> **YOUR TASK**
Your task is to repeat all of the data exactly while excluding the pictures.

> **RECORDS PROVIDED**

###

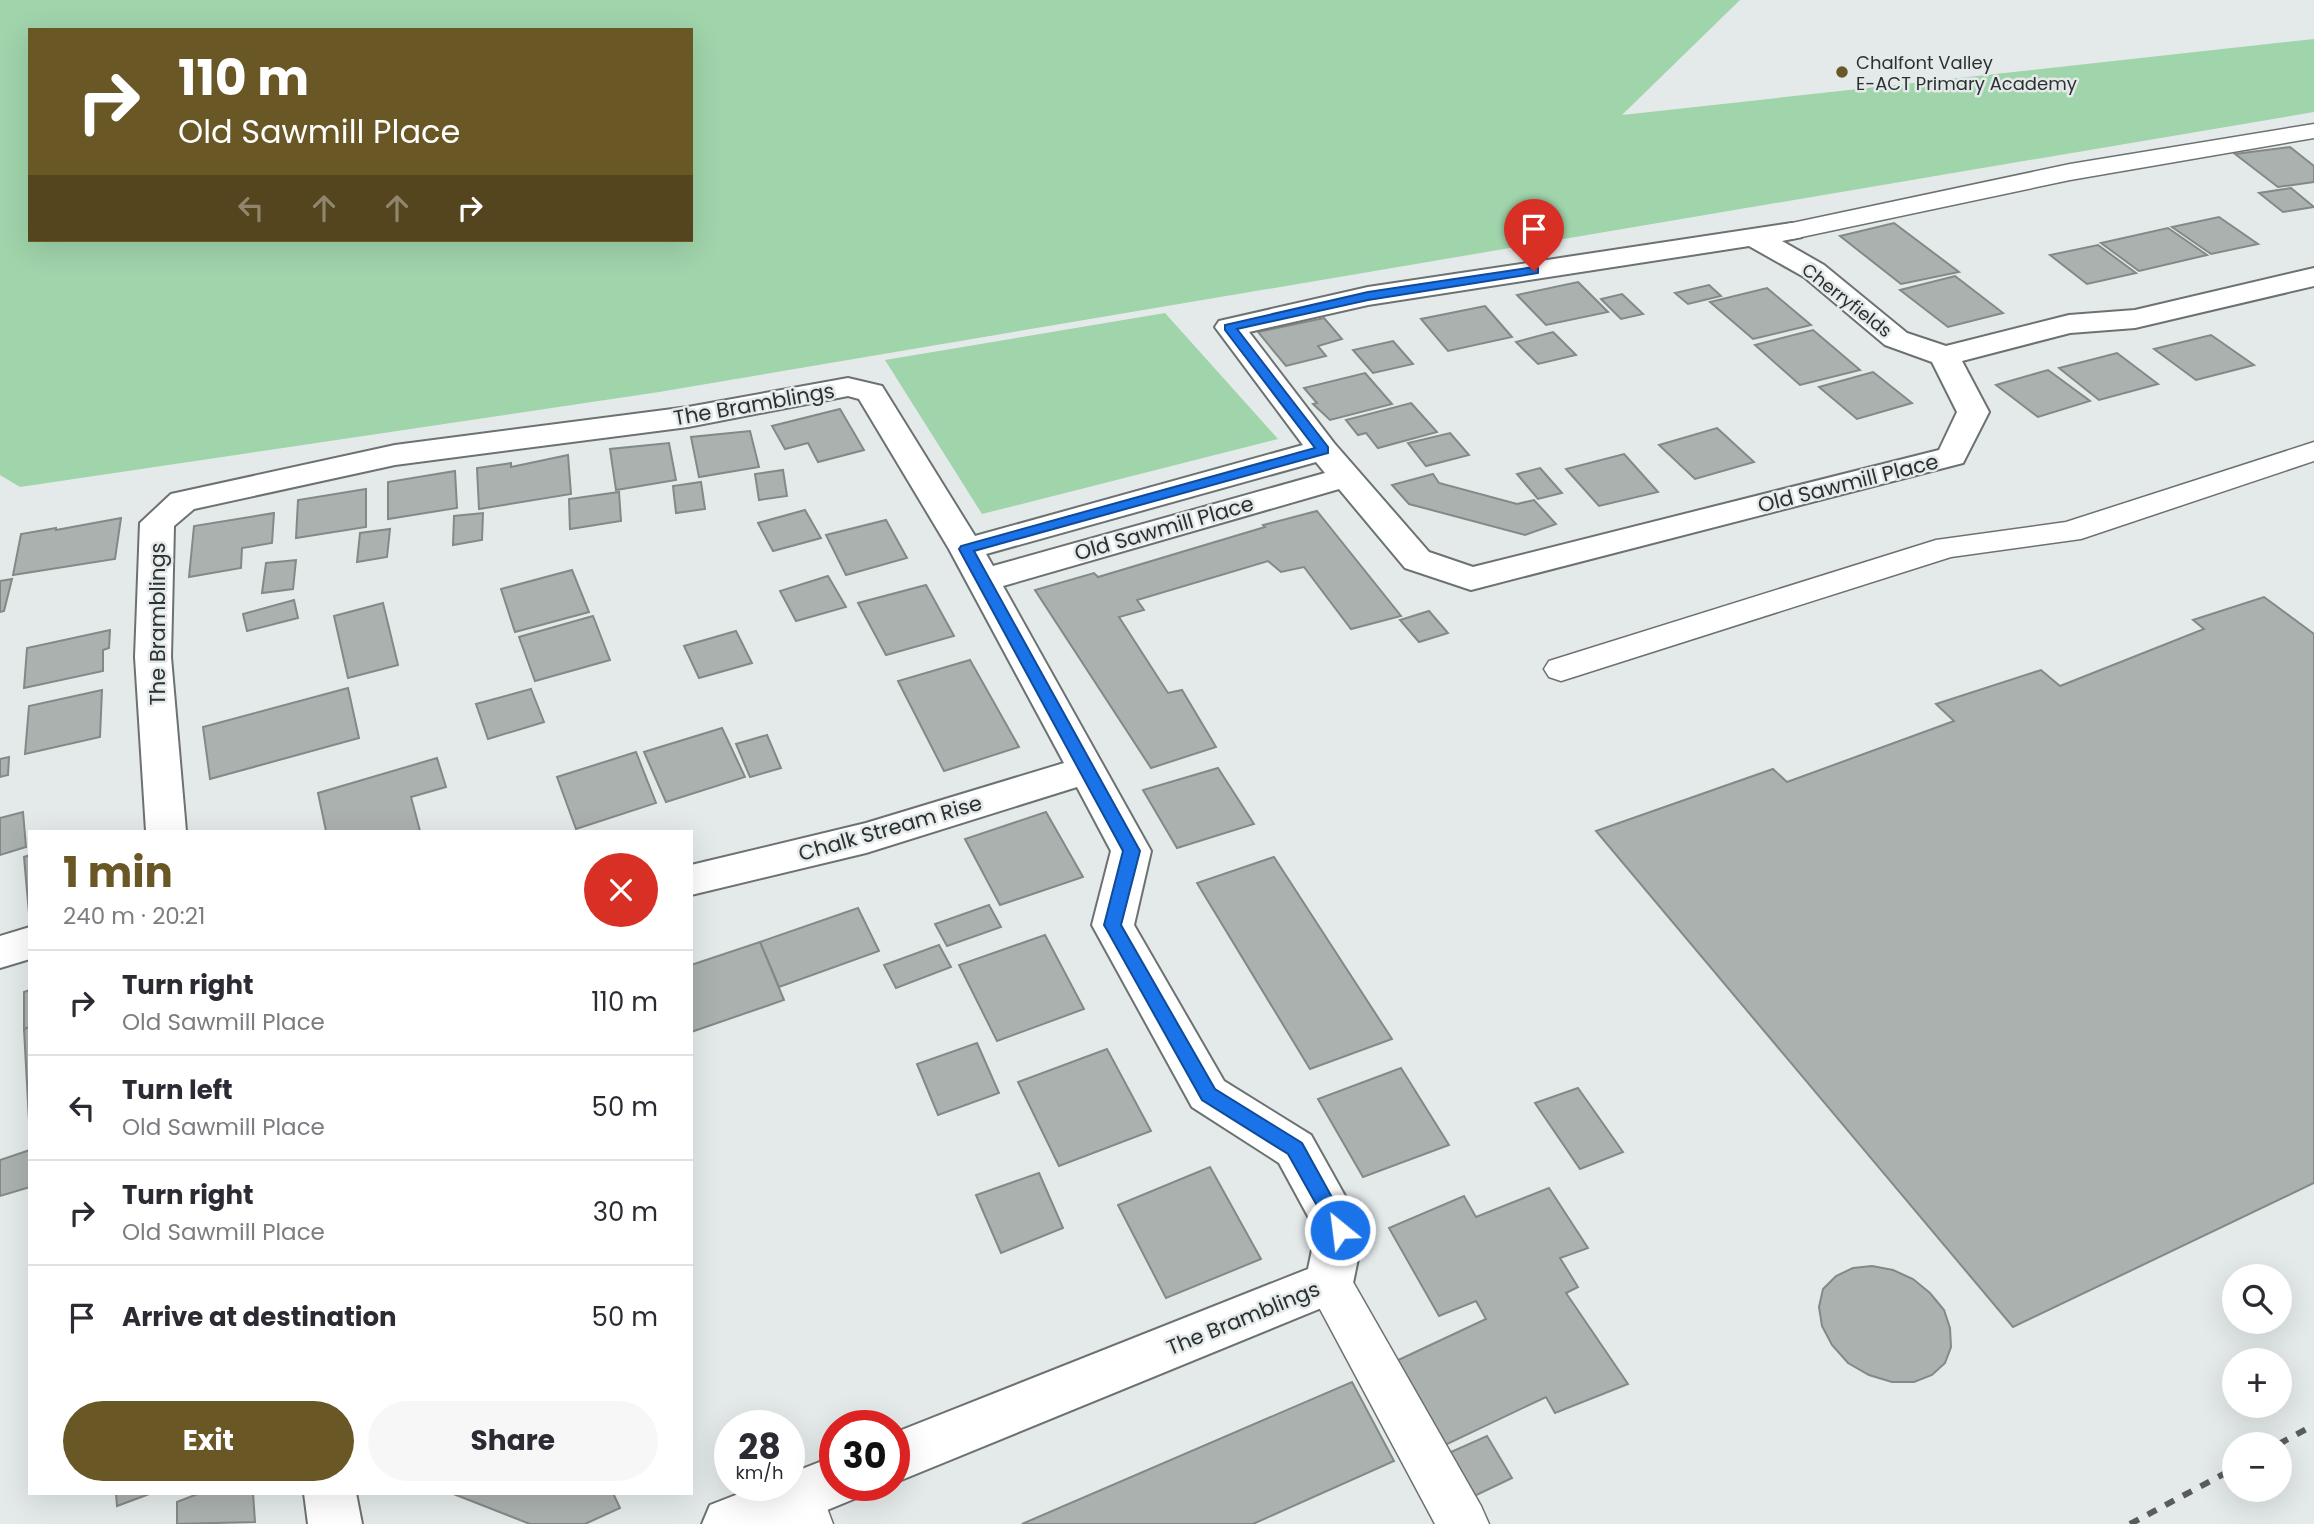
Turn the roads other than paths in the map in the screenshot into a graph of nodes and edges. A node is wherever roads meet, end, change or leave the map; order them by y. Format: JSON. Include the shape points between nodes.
{"nodes":[{"id":1,"x":2314,"y":131,"type":"edge"},
{"id":2,"x":1792,"y":231,"type":"joint"},
{"id":3,"x":1754,"y":237,"type":"junction"},
{"id":4,"x":2314,"y":277,"type":"edge"},
{"id":5,"x":1944,"y":356,"type":"junction"},
{"id":6,"x":1323,"y":450,"type":"junction"},
{"id":7,"x":2314,"y":452,"type":"edge"},
{"id":8,"x":1346,"y":477,"type":"junction"},
{"id":9,"x":974,"y":565,"type":"junction"},
{"id":10,"x":1562,"y":669,"type":"dead end"},
{"id":11,"x":1087,"y":770,"type":"junction"},
{"id":12,"x":166,"y":830,"type":"edge"},
{"id":13,"x":693,"y":880,"type":"edge"},
{"id":14,"x":28,"y":944,"type":"edge"},
{"id":15,"x":0,"y":952,"type":"edge"},
{"id":16,"x":1329,"y":1283,"type":"junction"},
{"id":17,"x":910,"y":1452,"type":"edge"},
{"id":18,"x":330,"y":1495,"type":"edge"},
{"id":19,"x":813,"y":1501,"type":"edge"},
{"id":20,"x":335,"y":1524,"type":"edge"},
{"id":21,"x":729,"y":1524,"type":"edge"},
{"id":22,"x":1463,"y":1524,"type":"edge"}],
"edges":[{"from":1,"to":2,"type":"lane","via":[[2070,172]]},
{"from":2,"to":3,"type":"street","name":"Old Sawmill Place"},
{"from":3,"to":5,"type":"street","name":"Cherryfields","via":[[1814,271],[1896,339]]},
{"from":3,"to":6,"type":"street","name":"Old Sawmill Place","via":[[1368,296],[1230,327]]},
{"from":4,"to":5,"type":"street","via":[[2135,319],[2068,324]]},
{"from":5,"to":8,"type":"street","name":"Old Sawmill Place","via":[[1973,412],[1952,456],[1471,579],[1418,560]]},
{"from":6,"to":8,"type":"street","name":"Old Sawmill Place"},
{"from":6,"to":9,"type":"street","name":"Old Sawmill Place"},
{"from":7,"to":10,"type":"lane","via":[[2070,532],[1948,547]]},
{"from":8,"to":9,"type":"street","name":"Old Sawmill Place"},
{"from":9,"to":11,"type":"street","name":"The Bramblings"},
{"from":9,"to":12,"type":"street","name":"The Bramblings","via":[[872,393],[848,387],[688,417],[395,455],[183,502],[158,523],[153,657]]},
{"from":11,"to":13,"type":"street","name":"Chalk Stream Rise","via":[[866,838]]},
{"from":11,"to":16,"type":"street","name":"The Bramblings","via":[[1131,851],[1113,925],[1208,1094],[1295,1149],[1340,1230]]},
{"from":14,"to":15,"type":"street"},
{"from":16,"to":17,"type":"street","name":"The Bramblings"},
{"from":16,"to":22,"type":"lane"},
{"from":18,"to":20,"type":"street"},
{"from":19,"to":21,"type":"street"}]}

###

> **RESPONSE TO THIS EXERCISE**
Turn the roads other than paths in the map in the screenshot into a graph of nodes and edges. A node is wherever roads meet, end, change or leave the map; order them by y. Format: JSON. Include the shape points between nodes.
{"nodes":[{"id":1,"x":2314,"y":131,"type":"edge"},
{"id":2,"x":1792,"y":231,"type":"joint"},
{"id":3,"x":1754,"y":237,"type":"junction"},
{"id":4,"x":2314,"y":277,"type":"edge"},
{"id":5,"x":1944,"y":356,"type":"junction"},
{"id":6,"x":1323,"y":450,"type":"junction"},
{"id":7,"x":2314,"y":452,"type":"edge"},
{"id":8,"x":1346,"y":477,"type":"junction"},
{"id":9,"x":974,"y":565,"type":"junction"},
{"id":10,"x":1562,"y":669,"type":"dead end"},
{"id":11,"x":1087,"y":770,"type":"junction"},
{"id":12,"x":166,"y":830,"type":"edge"},
{"id":13,"x":693,"y":880,"type":"edge"},
{"id":14,"x":28,"y":944,"type":"edge"},
{"id":15,"x":0,"y":952,"type":"edge"},
{"id":16,"x":1329,"y":1283,"type":"junction"},
{"id":17,"x":910,"y":1452,"type":"edge"},
{"id":18,"x":330,"y":1495,"type":"edge"},
{"id":19,"x":813,"y":1501,"type":"edge"},
{"id":20,"x":335,"y":1524,"type":"edge"},
{"id":21,"x":729,"y":1524,"type":"edge"},
{"id":22,"x":1463,"y":1524,"type":"edge"}],
"edges":[{"from":1,"to":2,"type":"lane","via":[[2070,172]]},
{"from":2,"to":3,"type":"street","name":"Old Sawmill Place"},
{"from":3,"to":5,"type":"street","name":"Cherryfields","via":[[1814,271],[1896,339]]},
{"from":3,"to":6,"type":"street","name":"Old Sawmill Place","via":[[1368,296],[1230,327]]},
{"from":4,"to":5,"type":"street","via":[[2135,319],[2068,324]]},
{"from":5,"to":8,"type":"street","name":"Old Sawmill Place","via":[[1973,412],[1952,456],[1471,579],[1418,560]]},
{"from":6,"to":8,"type":"street","name":"Old Sawmill Place"},
{"from":6,"to":9,"type":"street","name":"Old Sawmill Place"},
{"from":7,"to":10,"type":"lane","via":[[2070,532],[1948,547]]},
{"from":8,"to":9,"type":"street","name":"Old Sawmill Place"},
{"from":9,"to":11,"type":"street","name":"The Bramblings"},
{"from":9,"to":12,"type":"street","name":"The Bramblings","via":[[872,393],[848,387],[688,417],[395,455],[183,502],[158,523],[153,657]]},
{"from":11,"to":13,"type":"street","name":"Chalk Stream Rise","via":[[866,838]]},
{"from":11,"to":16,"type":"street","name":"The Bramblings","via":[[1131,851],[1113,925],[1208,1094],[1295,1149],[1340,1230]]},
{"from":14,"to":15,"type":"street"},
{"from":16,"to":17,"type":"street","name":"The Bramblings"},
{"from":16,"to":22,"type":"lane"},
{"from":18,"to":20,"type":"street"},
{"from":19,"to":21,"type":"street"}]}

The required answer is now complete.